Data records

◆ ◆ ◆ ◆

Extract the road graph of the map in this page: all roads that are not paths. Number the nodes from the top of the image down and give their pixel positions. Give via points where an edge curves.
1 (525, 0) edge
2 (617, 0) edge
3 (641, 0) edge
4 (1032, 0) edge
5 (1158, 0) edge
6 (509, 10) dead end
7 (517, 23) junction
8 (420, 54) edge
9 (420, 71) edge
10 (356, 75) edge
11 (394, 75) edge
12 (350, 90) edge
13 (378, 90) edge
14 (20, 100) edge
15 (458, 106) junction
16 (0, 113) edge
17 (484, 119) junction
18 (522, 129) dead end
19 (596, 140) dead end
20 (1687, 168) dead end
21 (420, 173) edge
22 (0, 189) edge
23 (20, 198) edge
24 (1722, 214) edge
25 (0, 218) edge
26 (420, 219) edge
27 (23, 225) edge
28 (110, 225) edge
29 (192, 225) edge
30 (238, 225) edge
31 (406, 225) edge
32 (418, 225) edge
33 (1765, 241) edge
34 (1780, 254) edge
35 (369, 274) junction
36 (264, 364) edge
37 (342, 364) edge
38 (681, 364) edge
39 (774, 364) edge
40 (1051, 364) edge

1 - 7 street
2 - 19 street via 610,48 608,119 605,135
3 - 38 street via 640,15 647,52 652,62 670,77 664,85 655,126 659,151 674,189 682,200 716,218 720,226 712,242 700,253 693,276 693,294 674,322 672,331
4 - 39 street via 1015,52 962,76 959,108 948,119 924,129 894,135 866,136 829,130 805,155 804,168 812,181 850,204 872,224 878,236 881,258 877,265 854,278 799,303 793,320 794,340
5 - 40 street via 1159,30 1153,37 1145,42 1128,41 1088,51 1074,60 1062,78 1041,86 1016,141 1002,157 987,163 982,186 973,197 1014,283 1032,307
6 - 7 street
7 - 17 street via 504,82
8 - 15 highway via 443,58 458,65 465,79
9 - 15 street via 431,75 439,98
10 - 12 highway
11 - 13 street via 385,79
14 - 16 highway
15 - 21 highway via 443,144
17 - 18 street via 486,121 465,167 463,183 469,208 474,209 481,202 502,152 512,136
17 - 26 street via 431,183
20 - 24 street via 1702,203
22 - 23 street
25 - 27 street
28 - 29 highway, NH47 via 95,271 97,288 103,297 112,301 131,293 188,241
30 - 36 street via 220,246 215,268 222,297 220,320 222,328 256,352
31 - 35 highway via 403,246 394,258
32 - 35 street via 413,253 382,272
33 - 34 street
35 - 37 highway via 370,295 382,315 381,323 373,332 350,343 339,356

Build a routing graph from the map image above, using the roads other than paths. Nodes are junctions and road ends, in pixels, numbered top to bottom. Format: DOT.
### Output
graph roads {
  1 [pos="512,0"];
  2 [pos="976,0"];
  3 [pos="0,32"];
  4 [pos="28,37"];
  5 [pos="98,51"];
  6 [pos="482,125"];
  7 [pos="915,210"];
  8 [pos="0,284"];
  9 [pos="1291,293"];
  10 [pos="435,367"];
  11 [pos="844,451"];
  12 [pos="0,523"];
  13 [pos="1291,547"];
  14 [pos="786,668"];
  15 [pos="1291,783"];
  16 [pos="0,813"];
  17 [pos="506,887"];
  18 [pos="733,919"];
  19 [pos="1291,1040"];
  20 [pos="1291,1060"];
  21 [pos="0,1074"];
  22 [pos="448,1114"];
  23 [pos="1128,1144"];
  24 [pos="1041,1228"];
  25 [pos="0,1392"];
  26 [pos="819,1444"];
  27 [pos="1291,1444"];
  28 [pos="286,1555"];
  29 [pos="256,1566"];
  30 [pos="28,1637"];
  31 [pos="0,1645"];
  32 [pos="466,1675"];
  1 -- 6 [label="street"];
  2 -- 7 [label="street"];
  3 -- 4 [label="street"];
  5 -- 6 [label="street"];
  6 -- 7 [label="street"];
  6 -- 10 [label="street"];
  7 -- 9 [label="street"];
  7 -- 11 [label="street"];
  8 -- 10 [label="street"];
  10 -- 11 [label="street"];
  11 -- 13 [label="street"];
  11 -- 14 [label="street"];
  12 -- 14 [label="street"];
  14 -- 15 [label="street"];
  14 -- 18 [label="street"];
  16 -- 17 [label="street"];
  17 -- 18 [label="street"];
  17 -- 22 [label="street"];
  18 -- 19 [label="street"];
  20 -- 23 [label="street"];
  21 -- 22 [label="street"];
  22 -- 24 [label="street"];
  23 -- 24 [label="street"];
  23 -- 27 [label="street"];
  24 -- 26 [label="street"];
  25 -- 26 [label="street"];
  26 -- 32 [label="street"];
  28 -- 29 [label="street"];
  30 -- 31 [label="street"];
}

◆ ◆ ◆ ◆

**PROBLEM STATEMENT**
Your task is to list each line of the records with the word "from".

**RESULT OF THE TASK**
Extract the road graph of the map in this page: all roads that are not paths. Number the nodes from the top of the image down and give their pixel positions. Give via points where an edge curves.
Build a routing graph from the map image above, using the roads other than paths. Nodes are junctions and road ends, in pixels, numbered top to bottom. Format: DOT.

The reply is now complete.